- Genre: House, Techno, Garage, Drum & Bass, Reggaeton, Hip-Hop, Punk
- Dates: 29.5.2026 – 30.5.2026
- Frequency: Annually
- Venue: Titanic Slipways
- Locations: Belfast, Northern Ireland
- Years active: 2015 - Present
- Founder: Sarah McBriar
- Next event: https://ra.co/events/2277628
- Organised by: UP Productions Ltd
- Website: avafestival.com

= AVA Festival =

Music Festival in Northern Ireland

AVA Festival is an annual Belfast-based event, founded in 2015. Initially a one-day event, the Audio-Visual Arts festival has grown to take place over a weekend, at the start of each summer.
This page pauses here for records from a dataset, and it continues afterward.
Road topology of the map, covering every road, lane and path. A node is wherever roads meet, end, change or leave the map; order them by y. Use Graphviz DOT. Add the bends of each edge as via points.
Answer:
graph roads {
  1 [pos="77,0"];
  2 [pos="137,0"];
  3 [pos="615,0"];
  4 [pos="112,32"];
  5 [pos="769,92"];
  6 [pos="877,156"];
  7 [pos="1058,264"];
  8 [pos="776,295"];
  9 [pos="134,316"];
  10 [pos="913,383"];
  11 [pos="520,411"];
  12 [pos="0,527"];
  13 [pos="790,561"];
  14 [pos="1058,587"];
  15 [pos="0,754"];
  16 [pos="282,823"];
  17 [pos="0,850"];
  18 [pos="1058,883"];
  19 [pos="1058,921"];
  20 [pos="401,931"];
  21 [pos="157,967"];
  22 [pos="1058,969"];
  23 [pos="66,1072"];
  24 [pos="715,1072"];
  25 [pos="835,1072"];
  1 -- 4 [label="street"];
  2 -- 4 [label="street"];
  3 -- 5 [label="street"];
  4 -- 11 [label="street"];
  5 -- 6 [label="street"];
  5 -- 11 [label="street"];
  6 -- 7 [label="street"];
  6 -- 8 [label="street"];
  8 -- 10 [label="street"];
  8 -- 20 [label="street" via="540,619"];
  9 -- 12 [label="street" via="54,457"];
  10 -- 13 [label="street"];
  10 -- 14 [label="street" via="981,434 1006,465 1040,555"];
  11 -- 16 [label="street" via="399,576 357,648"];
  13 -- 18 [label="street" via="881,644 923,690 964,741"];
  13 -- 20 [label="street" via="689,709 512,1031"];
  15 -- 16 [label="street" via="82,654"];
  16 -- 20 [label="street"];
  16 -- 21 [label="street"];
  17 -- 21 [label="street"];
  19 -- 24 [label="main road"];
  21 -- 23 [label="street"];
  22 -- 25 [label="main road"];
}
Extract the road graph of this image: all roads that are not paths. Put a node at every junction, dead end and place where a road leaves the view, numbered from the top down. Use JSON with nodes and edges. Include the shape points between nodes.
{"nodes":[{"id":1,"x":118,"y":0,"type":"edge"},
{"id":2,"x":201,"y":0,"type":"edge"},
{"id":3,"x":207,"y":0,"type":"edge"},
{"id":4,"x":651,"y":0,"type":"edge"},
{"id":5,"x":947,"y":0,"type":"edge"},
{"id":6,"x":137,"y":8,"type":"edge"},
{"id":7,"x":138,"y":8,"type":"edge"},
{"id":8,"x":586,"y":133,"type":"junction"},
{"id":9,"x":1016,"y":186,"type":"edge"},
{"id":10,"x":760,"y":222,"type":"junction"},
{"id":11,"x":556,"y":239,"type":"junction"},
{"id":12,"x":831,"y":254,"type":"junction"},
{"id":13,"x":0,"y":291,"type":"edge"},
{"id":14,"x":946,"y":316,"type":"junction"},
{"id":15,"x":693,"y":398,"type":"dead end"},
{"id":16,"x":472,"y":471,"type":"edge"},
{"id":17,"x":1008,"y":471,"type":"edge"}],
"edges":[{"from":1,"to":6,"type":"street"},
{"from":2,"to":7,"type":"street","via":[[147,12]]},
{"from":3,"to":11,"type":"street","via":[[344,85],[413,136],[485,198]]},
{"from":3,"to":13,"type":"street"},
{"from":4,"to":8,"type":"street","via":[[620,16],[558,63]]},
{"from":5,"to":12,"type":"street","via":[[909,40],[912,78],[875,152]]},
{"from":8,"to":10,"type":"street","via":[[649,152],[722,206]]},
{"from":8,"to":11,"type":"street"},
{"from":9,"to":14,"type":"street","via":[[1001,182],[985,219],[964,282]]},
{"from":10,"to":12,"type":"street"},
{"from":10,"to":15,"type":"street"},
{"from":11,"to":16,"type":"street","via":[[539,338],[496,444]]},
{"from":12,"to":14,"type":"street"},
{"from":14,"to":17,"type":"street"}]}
It has been held at various sites in Belfast, including T13, S13 (a former B&Q warehouse), Boucher Playing Fields. Since 2022, AVA has taken place on The Titanic Slipway. The festival includes international and local acts, and artists that have played at the festival include Underworld, Bicep, Central Cee, Peggy Gou, Holly Lester, Larry Heard, LSDXOXO, Orbital, and Kerri Chandler. AVA events have also been held in Holland, Great Britain, and India, with a second weekend-long event held in London.

==History==
The festival was founded in 2015 by Sarah McBriar, sister to Matthew McBriar of Bicep, who following attending the Glastonbury Festival had wanted to bring a similar event to Belfast. The name AVA was derived as an acronym for Audio, Visual, and Arts. While the inaugural event was in Belfast in 2015, the festival has also been held in Mumbai, Amsterdam, Glasgow and London. The initial event had c. 1,500 attendees for a one-day event, which by 2022 had increased in time-span to be a weekend event with c. 16,000 attendees. In 2018 the event was held in an "old B&Q warehouse", the 2020 event was cancelled due to the COVID-19 pandemic, in 2021 the event was held at the Boucher Road Playing Fields in Belfast, and in 2022 AVA was held at the Titanic Slipway also in Belfast.

== Content ==
The event typically has performances from electronic dance music acts, which include both local "homegrown" and more internationally recognised musicians. Artists that have played at AVA include Holly Lester, Larry Heard, LSDXOXO, Orbital, and Bicep. The festival also includes talk and lectures. AVA has been described in the music press as "one of the world's most exciting electronic festivals", and has been credited as creating a "second age of rave" in Northern Ireland.